Now, on to the life at hand. I got Renton back this morning! I was so glad to see him, but he was even more glad to see me. He wouldn’t let the nurses get him out of the cage, so they got me to come get him. Once he heard my voice he perked up gave an excited meow. I felt so loved! The nurses said he had been pretty good, and he stayed close to his Otter at all times. They were amused. Maybe the Otter has forgiven Renton for all the sexual abuse. Maybe Renton forgave the Otter for just looking so damn sexy all the time.

Close to Game Day! I’m going to try to find Renton a kitty Auburn t-shirt while I’m there. Too bad he can’t come to the game with me. He’d be confiscated for being a potentially Terrorist object.

And now if you’ll excuse me. I need to learn an assload of HTML and related goodies, so I don’t gotta use nobody’s nothings.

time for ‘dem suckers to come off

Bitchin’! I made my very-own-one-of-a-kind weblog template! True, a bit boring, and the HTML is certainly messy, but I made it, dammit! Mine mine mine! Now, I just gotta learn how to make the cool ones. . .

I’m on my very own tonight. My Renton is still at the vet; he got neutered today. They keep him overnight, and I can get him tomorrow morning. I got to visit him this afternoon after the surgery; he looked extremely groggy. I do miss him, even though he was able to drive me completely bonkers in the few hours this morning before I took him to the vet’s.

Last night he figured out that he could jump up onto the kitchen bar area, it seems. I came out of my room this morning, and right in front of my door was a single packet of Splenda. Oh no. . . As I stumble down the hall, I notice bits of things on the floor that should be in my purse. A receipt here, lip gloss (without the top) there, checkbook splayed open with all the deposit slips surrounding it like so many innards. Took me about 30 minutes to gather it all back up. He knocked a plethora of things into the sink, including the TV Duck, still recovering from its’ wounds with the last gato-a-ducko battle with Renton. Half the stuff was under the couch, along with my cell phone, and my salt shaker that I had been missing since Friday. Maybe he knew that I was about to take away all his fun hormones, and felt I needed dully punished.

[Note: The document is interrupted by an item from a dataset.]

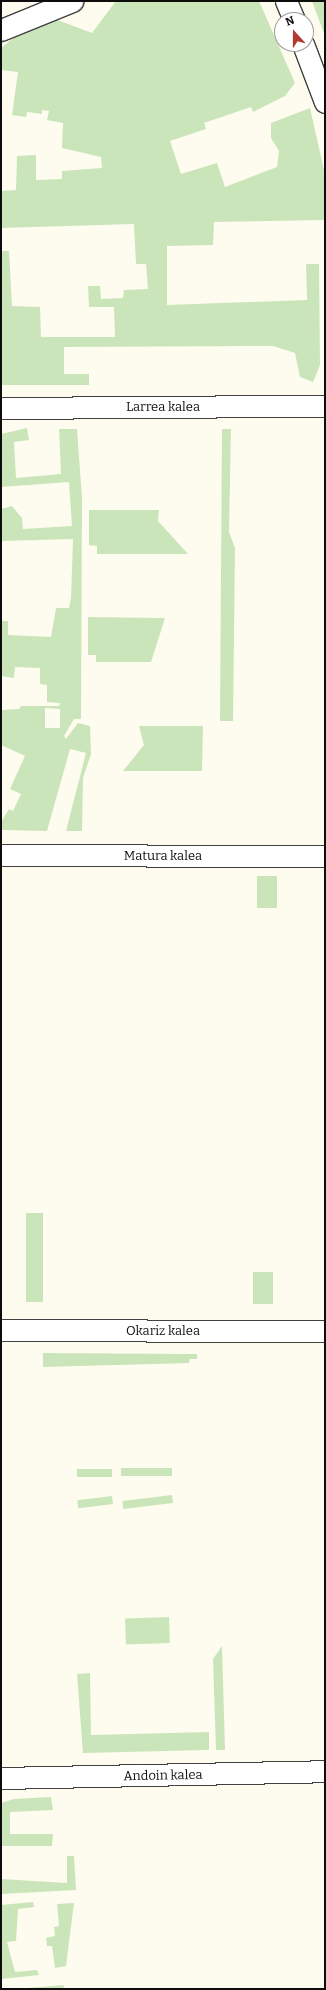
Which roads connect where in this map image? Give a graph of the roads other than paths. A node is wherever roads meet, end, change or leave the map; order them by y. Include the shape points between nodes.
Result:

Between the time I left for work and came back to gather him for the vet, Renton also felt it was in his best interest to knock down the coffee pot. Of course, I didn’t notice this until I was home for lunch, lamenting about my poor baby being away from his mommy. After seeing the coffee pot, I wasn’t lamenting quite so much.

bellsouth

BellSouth still, unfortunately, sucketh. I went and opened up a tripod account, and it actually load up the site in a decent amount of time. BellSouth was taking about 5 minutes per page. I’m not kidding, folks. Amazing: the free tripod is actually better than the BellSouth that comes with the DSL service that I pay out the wazoo for, ’cause I gotta have a phone line to go with it. I’m looking into a wireless internet company that’s in this area. It’s what we use at work, and they’re really nice guys. Better than Your-Call-Wait-Is-Estimated-At-Eight-Minutes BellSouth. A pox upon them!

random randomness

Ahhh, I finally got rid of those evil frames on the work website. Now I can breathe easier; they were haunting me all weekend. So let’s see, today I totally redid the work website and designed, inked out, and copied a design, too. Very productive day for a Monday.

All right, now I just gotta figure out how to better organize my work web stuff so I won’t have to go through that whole overhaul thing. Maybe use some CSS sheets or something. ‘Course, making it a bunch of CSS sheets requires, you guessed it, overhauling the entire site. Maybe when Ive got some down time.

Less than a week till foo’ball!!! Woohoo!

Less than 24 hours and Renton will be nutsless. Woohoo again, cause I dont know if the otter can take much more abuse.